When a ferromagnet is removed from an external magnetic field, the interactions between the electrons cause the ferromagnetic substance to maintain a magnetic moment. We then refer to it as a permanent magnet (FIGURE 23.6).

The only ferromagnetic transition metals are Fe, Co, and Ni, but many alloys also exhibit ferromagnetism, which is in some cases stronger than the ferromagnetism of the pure metals. Particularly powerful ferromagnetism is found in compounds containing both transition metals and lanthanide metals. Two of the most important examples are SmCo5 and Nd2Fe14B.

FIGURE 23.6 A permanent magnet. Permanent magnets are made from ferromagnetic and ferrimagnetic materials.

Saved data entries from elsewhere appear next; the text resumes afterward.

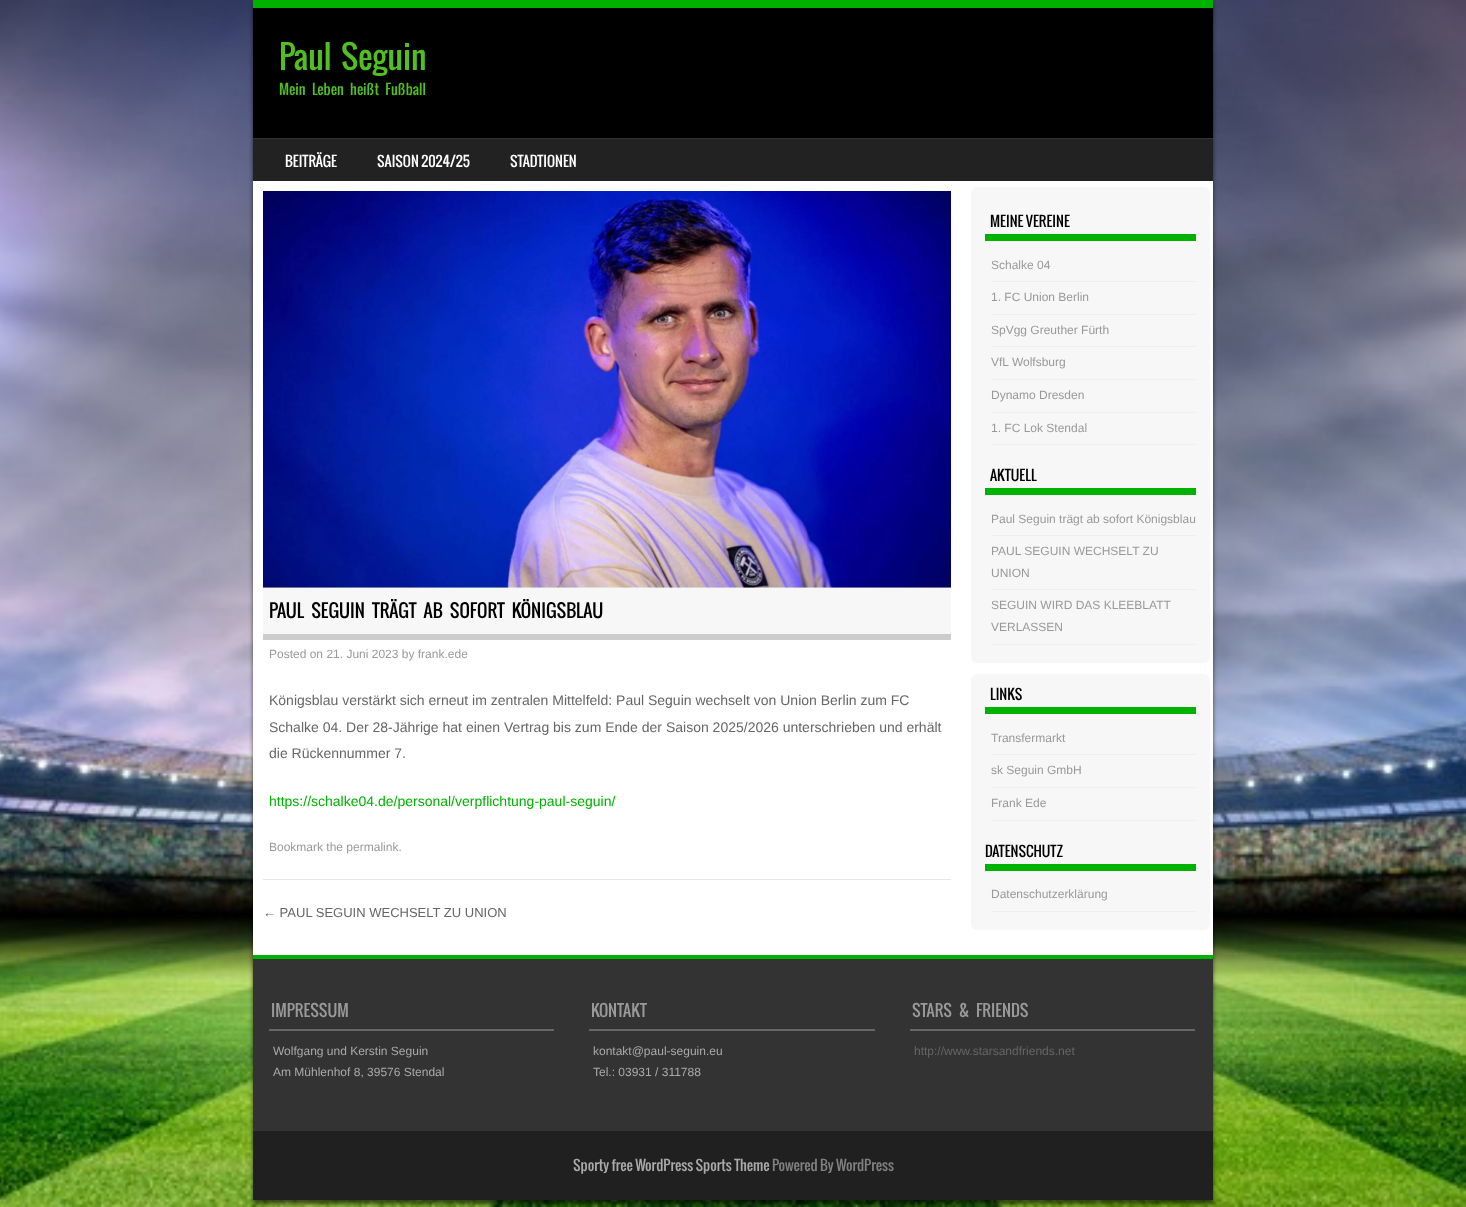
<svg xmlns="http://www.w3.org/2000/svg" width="1466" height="1207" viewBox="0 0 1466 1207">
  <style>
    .t1 { font: 32px Oswald; fill: #52bf20; }
    .t2 { font: 14px Oswald; fill: #52bf20; }
    .t3 { font: 14px Oswald; fill: #fff; }
    .t4 { font: 14px Oswald; fill: #000; }
    .t5 { font: 12px Liberation Sans; fill: #999; }
    .t6 { font: 18px Oswald; fill: #000; }
    .t7 { font: 14px Liberation Sans; fill: #666; }
    .t8 { font: 14px Liberation Sans; fill: #00b200; }
    .t9 { font: 13px Liberation Sans; fill: #666; }
    .t10 { font: 16px Oswald; fill: #999; }
    .t11 { font: 12px Liberation Sans; fill: #aaa; }
    .t12 { font: 12px Liberation Sans; fill: #666; }
    .t13 { font: 14px Oswald; fill: #aaa; }
    .t14 { font: 14px Oswald; fill: #808080; }
  </style>
  <rect width="100%" height="100%" fill="#fff"/>
  <image x="0" y="0" width="1466" height="1207" href="images/1.png"/>
  <rect x="253" y="4" width="960" height="1200" fill="#00000099" filter="blur(2px)"/>
  <rect x="253" y="8" width="960" height="130" fill="#000"/>
  <rect x="253" y="0" width="960" height="8" fill="#00b200"/>
  <text x="279" y="70" word-spacing="4" class="t1">Paul Seguin</text>
  <text x="279" y="95" word-spacing="4" class="t2">Mein Leben heißt Fußball</text>
  <rect x="253" y="139" width="960" height="42" fill="#222"/>
  <rect x="253" y="138" width="960" height="1" fill="#333"/>
  <text x="285" y="167" class="t3">BEITRÄGE</text>
  <text x="377" y="167" class="t3">SAISON 2024/25</text>
  <text x="510" y="167" class="t3">STADTIONEN</text>
  <rect x="253" y="181" width="960" height="774" fill="#fff"/>
  <rect x="971" y="187" width="239" height="476" rx="6" fill="#f7f7f7"/>
  <rect x="985" y="234" width="211" height="7" fill="#00b200"/>
  <text x="990" y="227" class="t4">MEINE VEREINE</text>
  <rect x="991" y="281" width="205" height="1" fill="#efefef"/>
  <text x="991" y="269" class="t5">Schalke 04</text>
  <rect x="991" y="314" width="205" height="1" fill="#efefef"/>
  <text x="991" y="301" class="t5">1. FC Union Berlin</text>
  <rect x="991" y="346" width="205" height="1" fill="#efefef"/>
  <text x="991" y="334" class="t5">SpVgg Greuther Fürth</text>
  <rect x="991" y="379" width="205" height="1" fill="#efefef"/>
  <text x="991" y="366" class="t5">VfL Wolfsburg</text>
  <rect x="991" y="412" width="205" height="1" fill="#efefef"/>
  <text x="991" y="399" class="t5">Dynamo Dresden</text>
  <rect x="991" y="444" width="205" height="1" fill="#efefef"/>
  <text x="991" y="432" class="t5">1. FC Lok Stendal</text>
  <rect x="985" y="488" width="211" height="7" fill="#00b200"/>
  <text x="990" y="481" class="t4">AKTUELL</text>
  <rect x="991" y="535" width="205" height="1" fill="#efefef"/>
  <text x="991" y="523" class="t5">Paul Seguin trägt ab sofort Königsblau</text>
  <rect x="991" y="589" width="205" height="1" fill="#efefef"/>
  <text x="991" y="555" class="t5">PAUL SEGUIN WECHSELT ZU</text>
  <text x="991" y="577" class="t5">UNION</text>
  <rect x="991" y="644" width="205" height="1" fill="#efefef"/>
  <text x="991" y="609" class="t5">SEGUIN WIRD DAS KLEEBLATT</text>
  <text x="991" y="631" class="t5">VERLASSEN</text>
  <rect x="263" y="879" width="688" height="1" fill="#e6e6e6"/>
  <image x="263" y="191" width="688" height="397" href="images/2.png"/>
  <rect x="263" y="588" width="688" height="46" fill="#f7f7f7"/>
  <rect x="263" y="634" width="688" height="6" fill="#ccc"/>
  <text x="269" y="618" word-spacing="4" class="t6">PAUL SEGUIN TRÄGT AB SOFORT KÖNIGSBLAU</text>
  <text x="269" y="658" class="t5">Posted on 21. Juni 2023 by frank.ede</text>
  <text x="269" y="705" class="t7">Königsblau verstärkt sich erneut im zentralen Mittelfeld: Paul Seguin wechselt von Union Berlin zum FC</text>
  <text x="269" y="732" class="t7">Schalke 04. Der 28-Jährige hat einen Vertrag bis zum Ende der Saison 2025/2026 unterschrieben und erhält</text>
  <text x="269" y="758" class="t7">die Rückennummer 7.</text>
  <text x="269" y="806" class="t8">https://schalke04.de/personal/verpflichtung-paul-seguin/</text>
  <text x="269" y="851" class="t5">Bookmark the permalink.</text>
  <text x="263" y="917" class="t9">← PAUL SEGUIN WECHSELT ZU UNION</text>
  <rect x="971" y="674" width="239" height="256" rx="6" fill="#f7f7f7"/>
  <rect x="985" y="707" width="211" height="7" fill="#00b200"/>
  <text x="990" y="700" class="t4">LINKS</text>
  <rect x="991" y="754" width="205" height="1" fill="#efefef"/>
  <text x="991" y="742" class="t5">Transfermarkt</text>
  <rect x="991" y="787" width="205" height="1" fill="#efefef"/>
  <text x="991" y="774" class="t5">sk Seguin GmbH</text>
  <rect x="991" y="820" width="205" height="1" fill="#efefef"/>
  <text x="991" y="807" class="t5">Frank Ede</text>
  <rect x="985" y="864" width="211" height="7" fill="#00b200"/>
  <text x="985" y="857" class="t4">DATENSCHUTZ</text>
  <rect x="991" y="911" width="205" height="1" fill="#efefef"/>
  <text x="991" y="898" class="t5">Datenschutzerklärung</text>
  <rect x="253" y="959" width="960" height="172" fill="#333"/>
  <rect x="253" y="955" width="960" height="4" fill="#00b200"/>
  <rect x="269" y="1029" width="285" height="2" fill="#666"/>
  <text x="271" y="1017" class="t10">IMPRESSUM</text>
  <text x="273" y="1055" class="t11">Wolfgang und Kerstin Seguin</text>
  <text x="273" y="1076" class="t11">Am Mühlenhof 8, 39576 Stendal</text>
  <rect x="589" y="1029" width="286" height="2" fill="#666"/>
  <text x="591" y="1017" class="t10">KONTAKT</text>
  <text x="593" y="1055" class="t11">kontakt@paul-seguin.eu</text>
  <text x="593" y="1076" class="t11">Tel.: 03931 / 311788</text>
  <rect x="910" y="1029" width="285" height="2" fill="#666"/>
  <text x="912" y="1017" word-spacing="4" class="t10">STARS &amp; FRIENDS</text>
  <text x="914" y="1055" class="t12">http://www.starsandfriends.net</text>
  <rect x="253" y="1131" width="960" height="69" fill="#202020"/>
  <text x="573" y="1171" class="t13">Sporty free WordPress Sports Theme</text>
  <text x="772" y="1171" class="t14">Powered By WordPress</text>
</svg>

Two additional types of magnetism involving ordered arrangements of unpaired electrons are depicted in Figure 23.5. In materials that exhibit antiferromagnetism [Figure 23.5(c)], the unpaired electrons on a given atom or ion align so that their spins are oriented in the direction opposite the spin direction on neighboring atoms. This means that the spin-up and spin-down electrons cancel each other. Examples of antiferromagnetic substances are chromium metal, FeMn alloys, and such transitionmetal oxides as Fe2O3, LaFeO3, and MnO.

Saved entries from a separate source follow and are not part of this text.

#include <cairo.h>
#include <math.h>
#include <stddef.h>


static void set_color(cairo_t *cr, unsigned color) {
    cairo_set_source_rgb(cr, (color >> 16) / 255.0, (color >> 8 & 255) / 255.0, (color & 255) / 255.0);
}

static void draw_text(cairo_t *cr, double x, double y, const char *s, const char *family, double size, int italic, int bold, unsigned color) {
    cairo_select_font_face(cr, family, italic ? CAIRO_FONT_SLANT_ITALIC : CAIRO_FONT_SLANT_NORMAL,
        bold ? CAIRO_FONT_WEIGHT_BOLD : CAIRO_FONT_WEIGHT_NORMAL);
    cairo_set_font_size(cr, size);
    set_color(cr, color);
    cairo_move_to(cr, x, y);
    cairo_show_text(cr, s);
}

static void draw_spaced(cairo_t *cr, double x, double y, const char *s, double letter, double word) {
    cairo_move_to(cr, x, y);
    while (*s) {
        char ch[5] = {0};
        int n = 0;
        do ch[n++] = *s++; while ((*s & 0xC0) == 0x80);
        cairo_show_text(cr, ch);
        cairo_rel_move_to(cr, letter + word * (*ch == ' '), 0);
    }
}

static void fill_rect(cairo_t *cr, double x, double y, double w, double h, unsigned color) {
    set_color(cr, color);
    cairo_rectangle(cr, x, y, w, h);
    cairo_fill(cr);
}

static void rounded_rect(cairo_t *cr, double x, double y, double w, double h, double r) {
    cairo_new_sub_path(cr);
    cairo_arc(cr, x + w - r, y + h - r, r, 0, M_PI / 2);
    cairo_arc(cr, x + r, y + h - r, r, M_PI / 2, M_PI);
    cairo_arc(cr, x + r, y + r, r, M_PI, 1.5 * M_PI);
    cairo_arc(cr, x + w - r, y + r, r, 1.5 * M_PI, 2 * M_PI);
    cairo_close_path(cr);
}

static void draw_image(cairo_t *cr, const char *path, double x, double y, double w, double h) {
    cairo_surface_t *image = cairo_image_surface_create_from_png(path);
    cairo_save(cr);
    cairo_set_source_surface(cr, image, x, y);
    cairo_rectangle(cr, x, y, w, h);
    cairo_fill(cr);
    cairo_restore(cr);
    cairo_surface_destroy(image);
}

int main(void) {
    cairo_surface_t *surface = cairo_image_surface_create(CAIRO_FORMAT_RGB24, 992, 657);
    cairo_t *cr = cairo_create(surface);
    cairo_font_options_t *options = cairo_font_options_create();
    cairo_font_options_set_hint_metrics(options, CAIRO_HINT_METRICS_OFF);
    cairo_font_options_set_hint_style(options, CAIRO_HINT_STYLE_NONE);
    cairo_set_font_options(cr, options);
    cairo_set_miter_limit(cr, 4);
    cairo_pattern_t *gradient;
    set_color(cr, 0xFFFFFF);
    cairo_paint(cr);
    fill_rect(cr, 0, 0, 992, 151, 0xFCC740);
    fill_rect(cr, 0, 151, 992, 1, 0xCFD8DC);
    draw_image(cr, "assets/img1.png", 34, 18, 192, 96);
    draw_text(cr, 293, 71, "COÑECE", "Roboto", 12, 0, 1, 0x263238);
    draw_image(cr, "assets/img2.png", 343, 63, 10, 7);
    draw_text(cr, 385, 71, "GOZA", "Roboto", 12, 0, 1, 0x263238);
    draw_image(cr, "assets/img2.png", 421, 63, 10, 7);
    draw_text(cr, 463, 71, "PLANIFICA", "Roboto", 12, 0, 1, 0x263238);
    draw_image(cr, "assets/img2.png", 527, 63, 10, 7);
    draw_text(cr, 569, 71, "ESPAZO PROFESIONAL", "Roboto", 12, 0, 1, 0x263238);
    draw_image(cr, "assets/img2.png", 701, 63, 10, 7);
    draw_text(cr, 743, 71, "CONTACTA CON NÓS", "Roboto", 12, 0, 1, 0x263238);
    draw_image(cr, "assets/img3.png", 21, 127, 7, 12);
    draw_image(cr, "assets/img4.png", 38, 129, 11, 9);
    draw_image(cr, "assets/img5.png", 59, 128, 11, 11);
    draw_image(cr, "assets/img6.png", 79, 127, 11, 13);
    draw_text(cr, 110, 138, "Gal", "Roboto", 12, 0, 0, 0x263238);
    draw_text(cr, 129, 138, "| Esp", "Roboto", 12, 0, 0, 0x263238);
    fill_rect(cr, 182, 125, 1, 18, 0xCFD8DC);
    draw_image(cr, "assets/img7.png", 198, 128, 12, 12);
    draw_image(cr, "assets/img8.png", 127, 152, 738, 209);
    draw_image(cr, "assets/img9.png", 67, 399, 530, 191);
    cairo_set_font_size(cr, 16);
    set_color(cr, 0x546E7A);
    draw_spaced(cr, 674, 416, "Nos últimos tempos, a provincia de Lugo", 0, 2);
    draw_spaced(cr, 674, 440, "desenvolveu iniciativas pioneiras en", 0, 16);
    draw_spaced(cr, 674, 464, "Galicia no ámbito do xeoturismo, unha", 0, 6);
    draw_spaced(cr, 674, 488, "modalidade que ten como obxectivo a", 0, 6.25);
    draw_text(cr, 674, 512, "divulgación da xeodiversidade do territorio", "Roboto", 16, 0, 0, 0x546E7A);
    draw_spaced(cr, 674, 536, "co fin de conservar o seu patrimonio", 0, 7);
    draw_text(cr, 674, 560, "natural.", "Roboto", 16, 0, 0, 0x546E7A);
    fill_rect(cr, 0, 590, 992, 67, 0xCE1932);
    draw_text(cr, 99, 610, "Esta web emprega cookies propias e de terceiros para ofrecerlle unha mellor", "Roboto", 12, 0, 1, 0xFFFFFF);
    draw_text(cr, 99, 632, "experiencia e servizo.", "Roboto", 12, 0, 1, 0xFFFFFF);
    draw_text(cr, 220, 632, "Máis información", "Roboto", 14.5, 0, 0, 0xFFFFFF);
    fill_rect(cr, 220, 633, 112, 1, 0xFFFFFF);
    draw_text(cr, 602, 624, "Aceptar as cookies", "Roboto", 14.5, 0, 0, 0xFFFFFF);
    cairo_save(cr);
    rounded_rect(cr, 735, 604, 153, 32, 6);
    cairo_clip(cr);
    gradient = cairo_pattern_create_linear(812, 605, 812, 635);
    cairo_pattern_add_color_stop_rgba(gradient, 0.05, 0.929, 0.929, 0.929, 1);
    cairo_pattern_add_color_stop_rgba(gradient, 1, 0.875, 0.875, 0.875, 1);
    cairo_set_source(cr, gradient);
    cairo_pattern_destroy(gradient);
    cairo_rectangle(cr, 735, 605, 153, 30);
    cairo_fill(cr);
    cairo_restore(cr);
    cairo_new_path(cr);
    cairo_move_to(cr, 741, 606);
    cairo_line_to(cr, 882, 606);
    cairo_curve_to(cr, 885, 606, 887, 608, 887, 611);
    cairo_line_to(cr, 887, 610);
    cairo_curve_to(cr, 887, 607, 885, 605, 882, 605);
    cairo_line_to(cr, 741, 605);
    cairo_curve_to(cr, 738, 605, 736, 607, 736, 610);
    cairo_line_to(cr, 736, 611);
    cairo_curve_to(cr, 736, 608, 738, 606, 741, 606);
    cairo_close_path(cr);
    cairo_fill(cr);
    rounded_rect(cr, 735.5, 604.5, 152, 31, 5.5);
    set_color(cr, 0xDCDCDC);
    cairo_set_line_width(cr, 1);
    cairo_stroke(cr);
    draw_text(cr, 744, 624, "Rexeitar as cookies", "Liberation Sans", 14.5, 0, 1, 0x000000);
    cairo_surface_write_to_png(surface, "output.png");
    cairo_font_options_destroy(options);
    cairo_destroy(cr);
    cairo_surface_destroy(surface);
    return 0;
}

A substance that exhibits ferrimagnetism [Figure 23.5(d)] has both ferromagnetic and antiferromagnetic properties. Like an antiferromagnet, the unpaired electrons align so that the spins in adjacent atoms or ions point in opposite directions. However, unlike an antiferromagnet, the net magnetic moments of the spin-up electrons are not fully canceled by the spin-down electrons. This can happen because the magnetic centers have different numbers of unpaired electrons (NiMnO3), because the number of magnetic sites aligned in one direction is larger than the number aligned in the other direction (Y3Fe5O12), or because both these conditions apply (Fe3O4). Because the magnetic moments do not cancel, the properties of ferrimagnetic materials are similar to the properties of ferromagnetic materials.


How do you think spin-spin interactions of unpaired electrons on adjacent atoms in a substance are affected by the interatomic distance?

Ferromagnets, ferrimagnets, and antiferromagnets all become paramagnetic when heated above a critical temperature. This happens when the thermal energy is sufficient to overcome the forces determining the spin directions of the electrons. This temperature is called the Curie temperature, TC, for ferromagnets and ferrimagnets and the Néel temperature, TN, for antiferromagnets.